Balance del Quilmes Rock Festival, la organización, la convocatoria y las bandas.
Esa sería la pregunta obligada a la hora de tomar una cerveza. Entonces usémosla como parámetro para evaluar «el festival mas grande de la historia del rock nacional», desde nuestro punto de vista y atendiendo los reclamos de la gente. Aclaremos: preferimos la cerveza sin espuma.
Con espuma
– Organizado por Quilmes, no vendían cerveza en el predio.
– El alto precio de lo que se vendía y el aumento los últimos dos días de algo tan preciado en estos lugares como el AGUA.
– El hecho de que sonaran bandas al unísono en los escenario alternativos teniendo que elegir entre escuchar una u otra.
– La primera noche del festival: fría pero no solo de temperatura sino de clima musical.
– La falta de bandas representantes del metal nacional, más allá de la presentación o no de Metallica.

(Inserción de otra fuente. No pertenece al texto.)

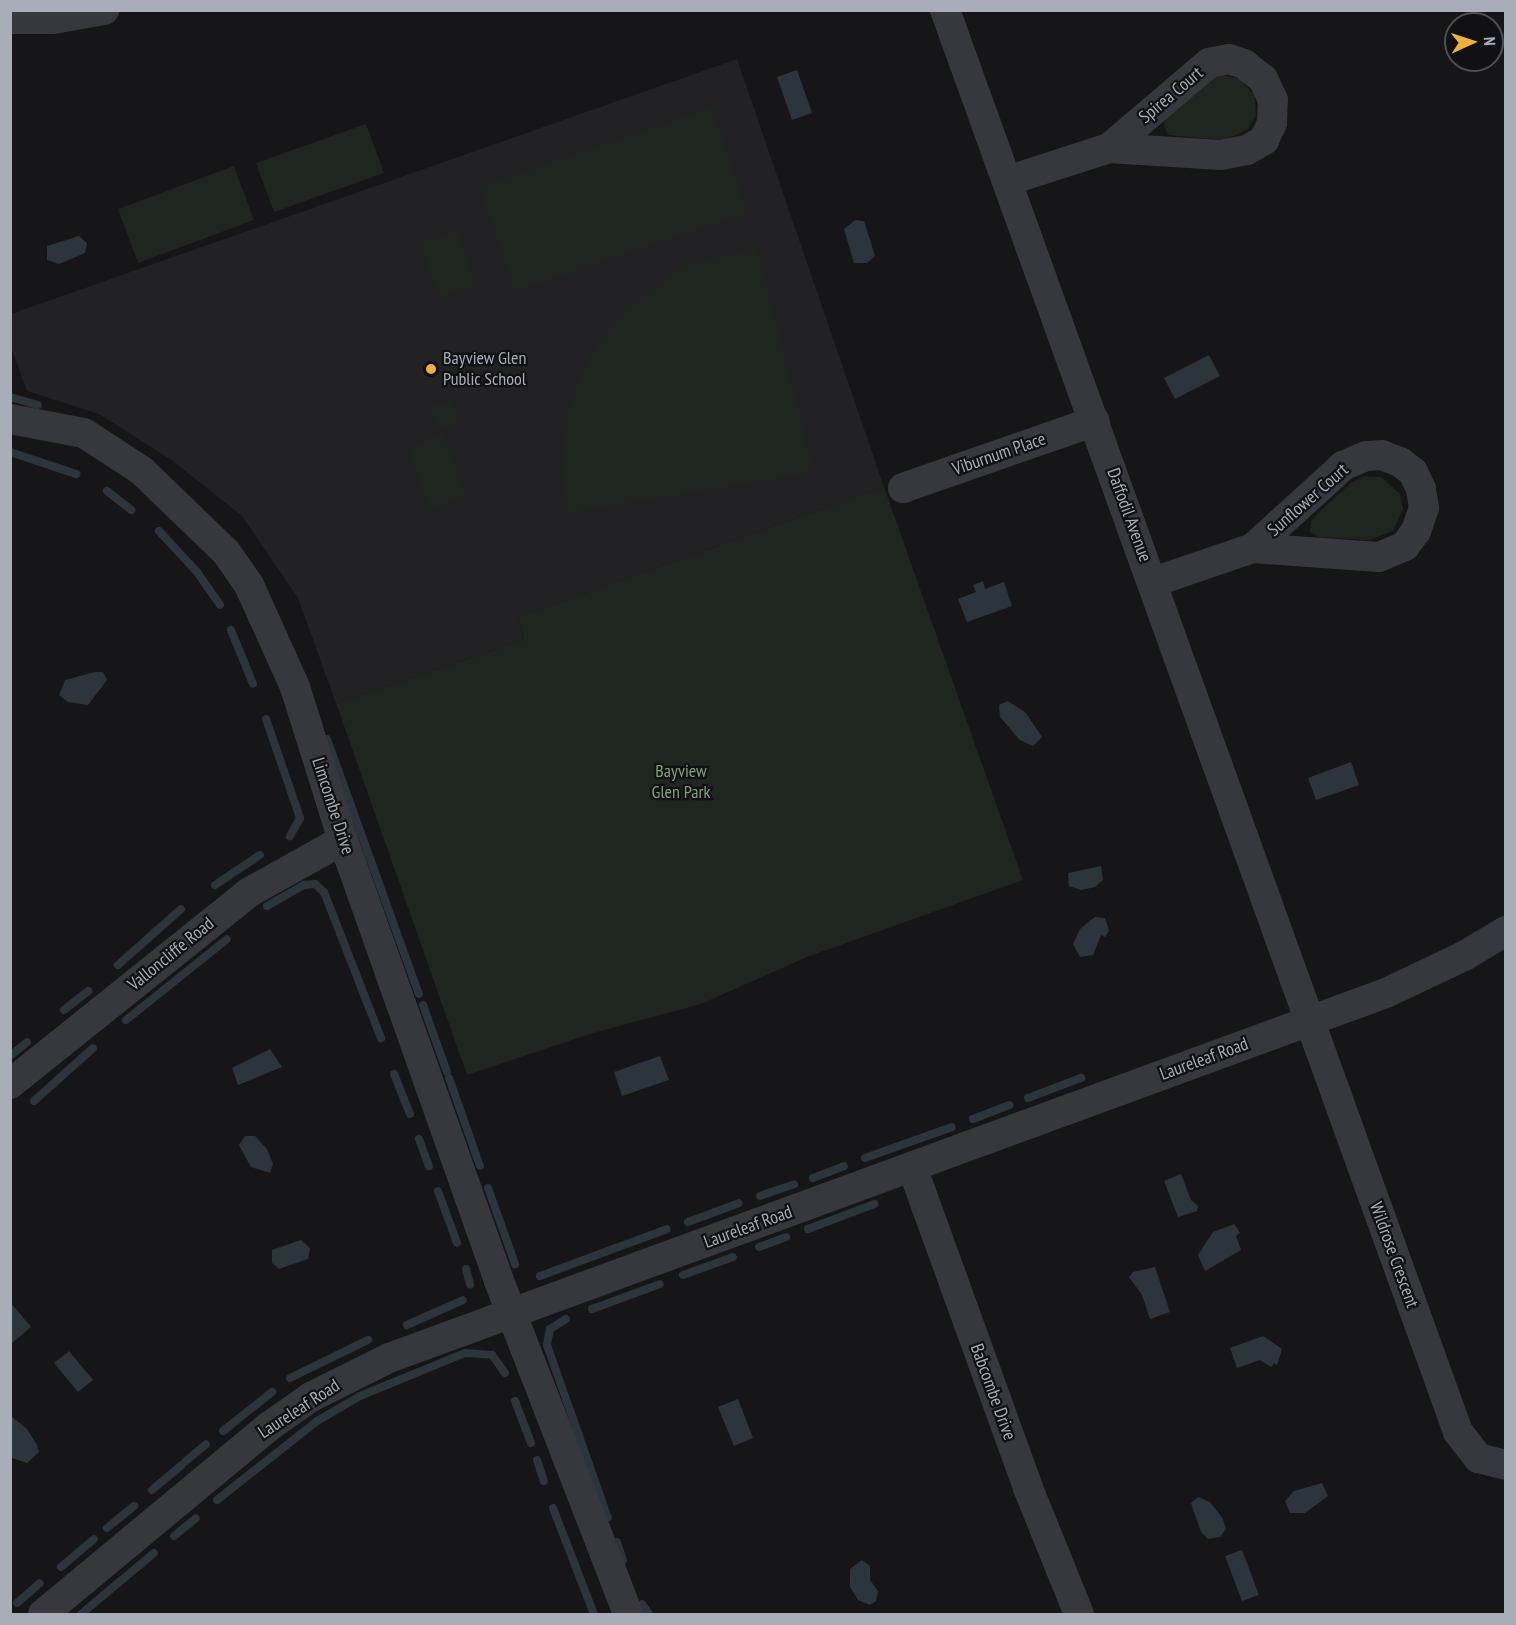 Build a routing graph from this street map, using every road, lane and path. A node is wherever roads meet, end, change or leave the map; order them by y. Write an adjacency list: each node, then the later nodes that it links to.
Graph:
1 (104, 10): 3 (street)
2 (945, 10): 5 (street, Daffodil Avenue)
3 (10, 19)
4 (1109, 148): 4 (street, Spirea Court); 5 (street, Spirea Court)
5 (1007, 181): 7 (street, Daffodil Avenue)
6 (10, 420): 11 (street, Limcombe Drive)
7 (1095, 421): 8 (street, Viburnum Place); 10 (street, Daffodil Avenue)
8 (903, 488)
9 (1253, 548): 9 (street, Sunflower Court); 10 (street, Sunflower Court)
10 (1153, 582): 13 (street, Daffodil Avenue)
11 (343, 840): 14 (street, Valloncliffe Road); 16 (street, Limcombe Drive)
12 (1506, 931): 13 (street, Laureleaf Road)
13 (1311, 1020): 15 (street, Laureleaf Road); 17 (street, Wildrose Crescent)
14 (10, 1084)
15 (912, 1167): 16 (street, Laureleaf Road); 20 (street, Babcombe Drive)
16 (511, 1313): 18 (street, Laureleaf Road); 19 (street)
17 (1506, 1465)
18 (43, 1614)
19 (628, 1614)
20 (1078, 1614)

– El cambio de la 5º jornada, sobretodo para los llegados desde el interior del país y que a causa de esto debieran quedarse afuera Los Auténticos Decadentes.
– El cierre de la 6º fecha, debería haber sido Attaque 77 como lo pedía la gente.
– El temprano comienzo de los recitales en el escenario principal, sin tener en cuenta que mucha de la gente que asiste al festival trabaja y sale en horario de la tarde.
Sin espuma
– La realización de este tipo de eventos en la Capital Federal.
– El descubrimiento de un espacio generoso para el rock nacional.
– El espacio que se les dio a bandas de menor repercusión.
– El respeto mutuo entre músicos y la puesta en escena de cada banda preocupándose por la estética, la escenografía y el buen sonido.
– La transmisión en vivo y directo por dos medios masivos.
– Al igual que los músicos, en general, la tolerancia entre tribus considerando a otras bandas como propias.
Algunas perlitas:
– Virus, en la primera noche quejándose contra la organización por una escenografía que nunca pudieron mostrar.
– La Pelotas haciendo Hawai con un invitado muy especial, el hijo de Sokol.
– El encuentro de Divididos y Spinetta, un momento mágico.
– El atuendo del líder de Babasonicos.
– Campino, voz de Die Toten Hosen trepándose hasta el techo del escenario cantando y con una bengala en la mano.
– La movida generada por Miranda!, Los Jóvenes Pordioseros, La Zurda y Las Manos de Filippi.
– Las palabras de Fernando Ruiz Diaz con respeto a la unión del rock nacional.
– El Pelado Cordera quejándose del SI! de Clarín por una supuesta solicitada a favor de Ibarra nunca firmada por este, y una aclaración de no pertenecer a la huestes de Tinelli.
En definitiva, creemos que el balance da sumamente positivo y que salvo detalles solucionables esto es un evento necesario para Buenos Aires una ciudad intensamente rockera.